[Entries shown Boundary: Start]
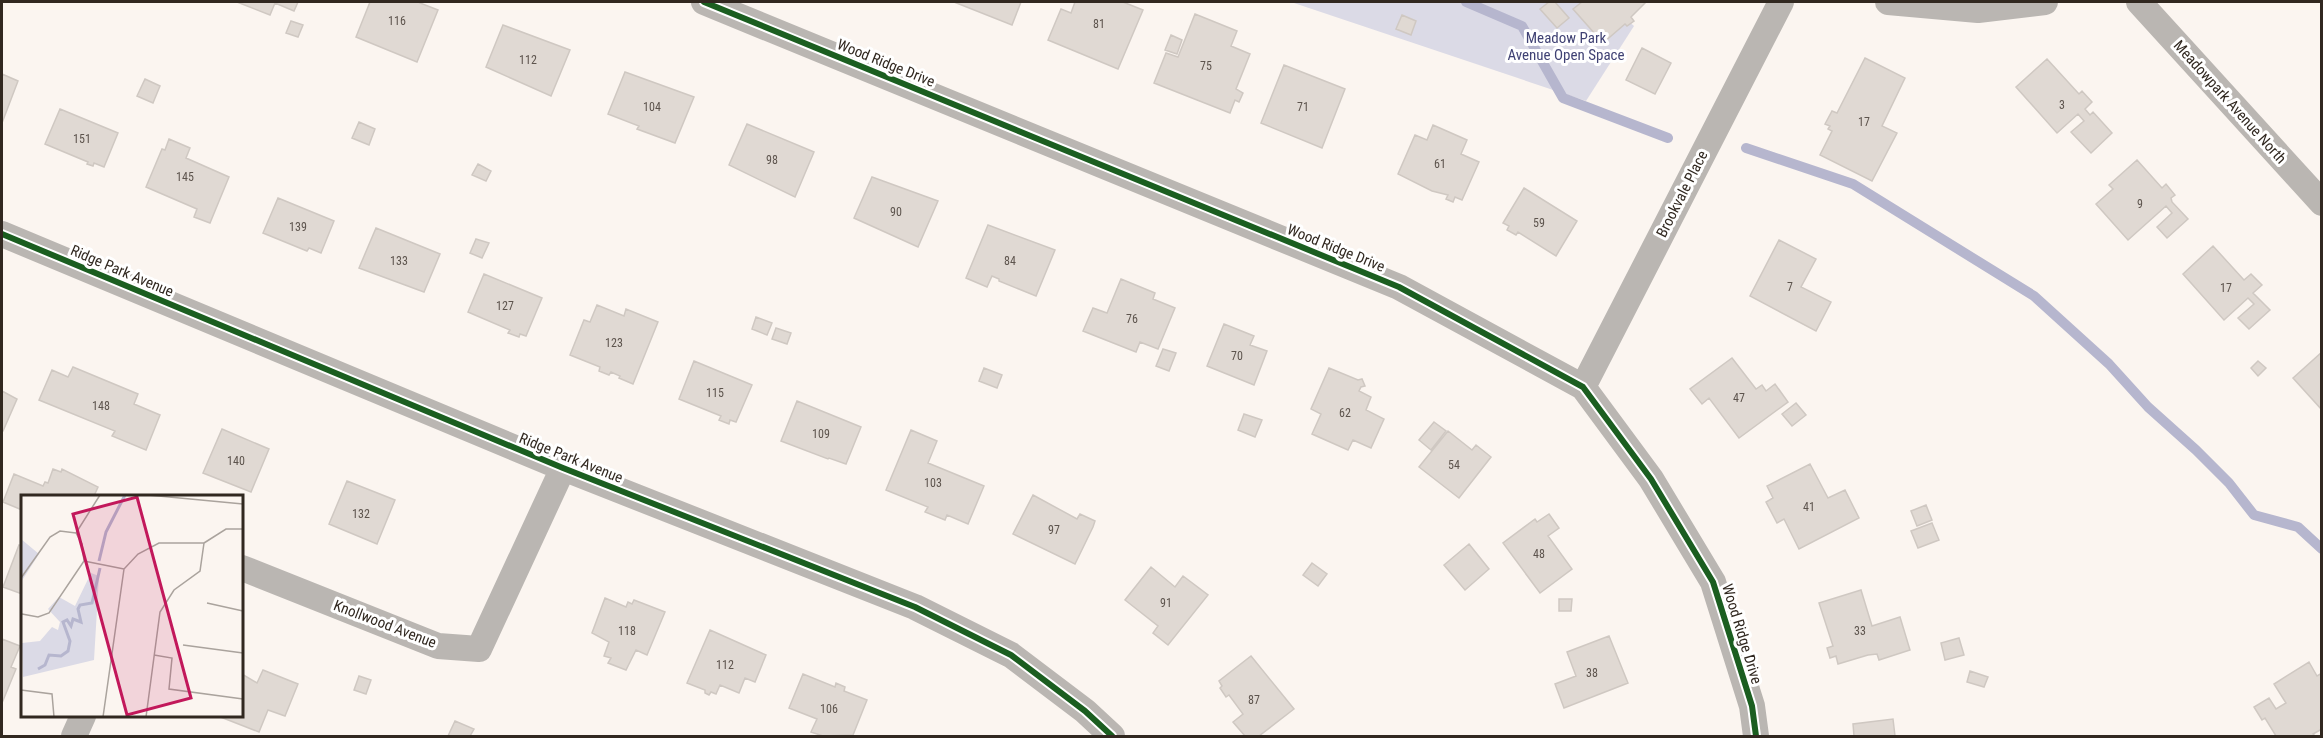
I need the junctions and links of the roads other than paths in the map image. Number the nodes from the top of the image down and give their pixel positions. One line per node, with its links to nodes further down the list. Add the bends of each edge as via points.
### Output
1 (704, 2): 8 (street, Wood Ridge Drive, via 1399,287)
2 (1781, 2): 8 (street, Brookvale Place)
3 (1888, 2): 4 (street, via 1978,10)
4 (2045, 2)
5 (2139, 2): 6 (street, Meadowpark Avenue North)
6 (2322, 203)
7 (2, 234): 9 (street, Ridge Park Avenue)
8 (1583, 387): 14 (street, Wood Ridge Drive, via 1651,479 1713,582 1752,706)
9 (563, 468): 10 (street, Knollwood Avenue, via 478,649 438,646); 13 (street, Ridge Park Avenue, via 915,607 1011,655)
10 (243, 567)
11 (83, 717): 12 (street)
12 (74, 736)
13 (1112, 736)
14 (1756, 736)

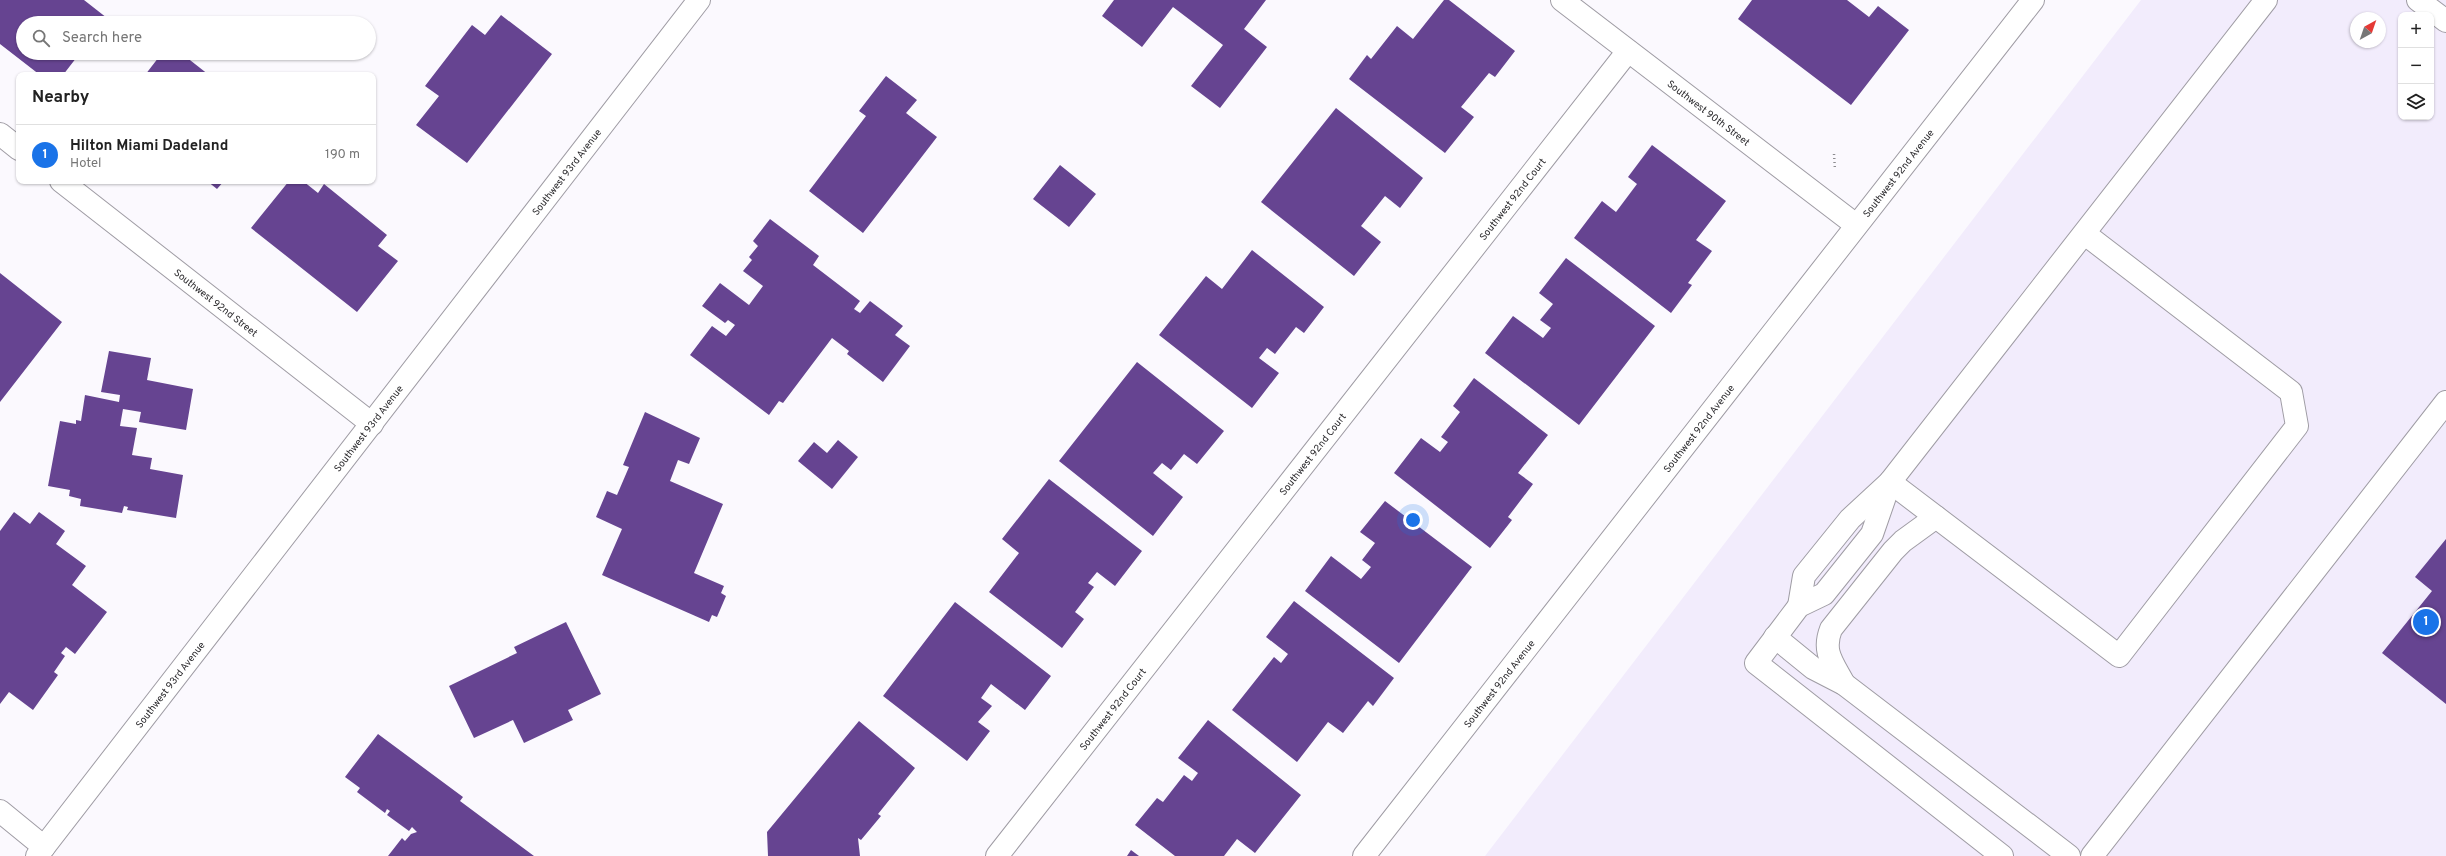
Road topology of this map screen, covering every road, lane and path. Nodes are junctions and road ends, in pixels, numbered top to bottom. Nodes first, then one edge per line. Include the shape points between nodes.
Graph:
1 (699, 0) edge
2 (1562, 0) edge
3 (2033, 0) edge
4 (2266, 0) edge
5 (2418, 0) edge
6 (2446, 22) edge
7 (1628, 51) junction
8 (0, 134) edge
9 (16, 147) edge
10 (1834, 154) dead end
11 (1835, 170) dead end
12 (65, 184) edge
13 (1856, 225) junction
14 (2085, 234) junction
15 (2446, 402) edge
16 (372, 424) junction
17 (1890, 482) junction
18 (1936, 517) junction
19 (1775, 637) junction
20 (1844, 684) junction
21 (0, 811) edge
22 (41, 851) edge
23 (997, 856) edge
24 (1364, 856) edge
25 (2002, 856) edge
26 (2069, 856) edge
27 (2092, 856) edge

1 - 16 street, Southwest 93rd Avenue
2 - 7 street, Southwest 90th Street
3 - 13 street, Southwest 92nd Avenue
4 - 14 street
5 - 6 street
7 - 13 street, Southwest 90th Street
7 - 23 street, Southwest 92nd Court
8 - 9 street
10 - 11 path
12 - 16 street, Southwest 92nd Street
13 - 24 street, Southwest 92nd Avenue
14 - 17 street
14 - 18 street via 2291,392 2297,426 2119,656
15 - 27 street
16 - 22 street, Southwest 93rd Avenue
17 - 18 street
17 - 19 street via 1872,534 1824,594 1799,606
18 - 20 street via 1902,541 1831,629 1827,641 1828,653
19 - 20 street via 1813,668
19 - 25 street via 1756,663
20 - 26 street
21 - 22 street

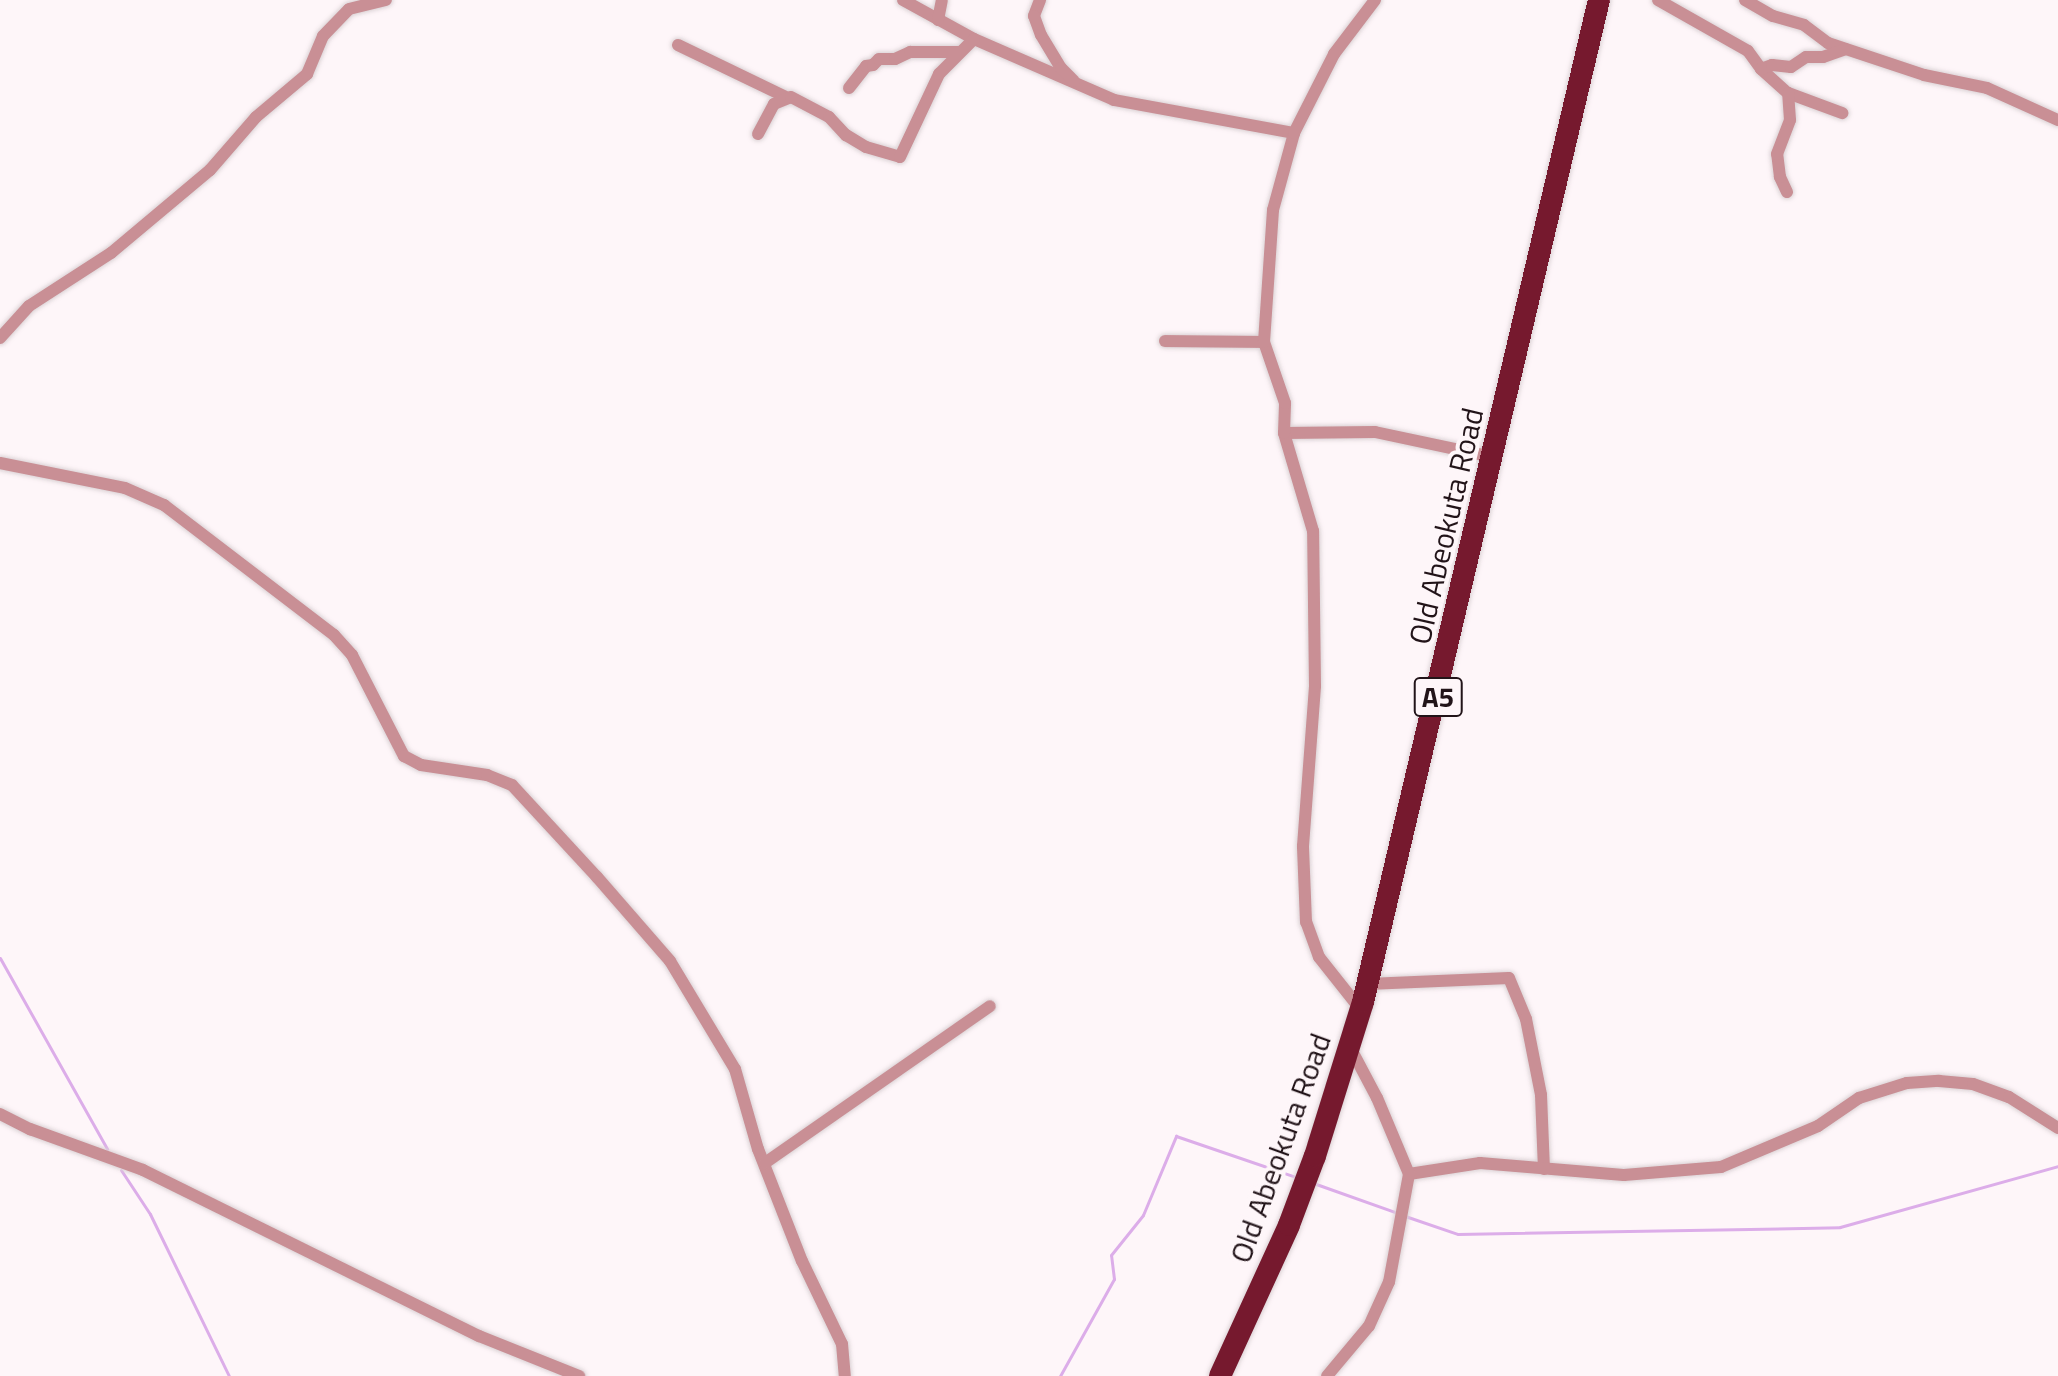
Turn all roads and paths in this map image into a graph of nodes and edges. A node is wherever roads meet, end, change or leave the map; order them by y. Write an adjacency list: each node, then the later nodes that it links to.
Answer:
[Entries shown Boundary: End]
▶ **Problem**:
Pictures are not part of the copy. Restate everything else in the listing word for word.

▶ **Completed task**:
I need the junctions and links of the roads other than paths in the map image. Number the nodes from the top of the image down and give their pixel positions. One line per node, with its links to nodes further down the list. Add the bends of each edge as via points.
### Output
1 (704, 2): 8 (street, Wood Ridge Drive, via 1399,287)
2 (1781, 2): 8 (street, Brookvale Place)
3 (1888, 2): 4 (street, via 1978,10)
4 (2045, 2)
5 (2139, 2): 6 (street, Meadowpark Avenue North)
6 (2322, 203)
7 (2, 234): 9 (street, Ridge Park Avenue)
8 (1583, 387): 14 (street, Wood Ridge Drive, via 1651,479 1713,582 1752,706)
9 (563, 468): 10 (street, Knollwood Avenue, via 478,649 438,646); 13 (street, Ridge Park Avenue, via 915,607 1011,655)
10 (243, 567)
11 (83, 717): 12 (street)
12 (74, 736)
13 (1112, 736)
14 (1756, 736)

Road topology of this map screen, covering every road, lane and path. Nodes are junctions and road ends, in pixels, numbered top to bottom. Nodes first, then one edge per line. Include the shape points between nodes.
Graph:
1 (699, 0) edge
2 (1562, 0) edge
3 (2033, 0) edge
4 (2266, 0) edge
5 (2418, 0) edge
6 (2446, 22) edge
7 (1628, 51) junction
8 (0, 134) edge
9 (16, 147) edge
10 (1834, 154) dead end
11 (1835, 170) dead end
12 (65, 184) edge
13 (1856, 225) junction
14 (2085, 234) junction
15 (2446, 402) edge
16 (372, 424) junction
17 (1890, 482) junction
18 (1936, 517) junction
19 (1775, 637) junction
20 (1844, 684) junction
21 (0, 811) edge
22 (41, 851) edge
23 (997, 856) edge
24 (1364, 856) edge
25 (2002, 856) edge
26 (2069, 856) edge
27 (2092, 856) edge

1 - 16 street, Southwest 93rd Avenue
2 - 7 street, Southwest 90th Street
3 - 13 street, Southwest 92nd Avenue
4 - 14 street
5 - 6 street
7 - 13 street, Southwest 90th Street
7 - 23 street, Southwest 92nd Court
8 - 9 street
10 - 11 path
12 - 16 street, Southwest 92nd Street
13 - 24 street, Southwest 92nd Avenue
14 - 17 street
14 - 18 street via 2291,392 2297,426 2119,656
15 - 27 street
16 - 22 street, Southwest 93rd Avenue
17 - 18 street
17 - 19 street via 1872,534 1824,594 1799,606
18 - 20 street via 1902,541 1831,629 1827,641 1828,653
19 - 20 street via 1813,668
19 - 25 street via 1756,663
20 - 26 street
21 - 22 street

Turn all roads and paths in this map image into a graph of nodes and edges. A node is wherever roads meet, end, change or leave the map; order them by y. Write an adjacency list: each node, then the later nodes that it links to.
Answer:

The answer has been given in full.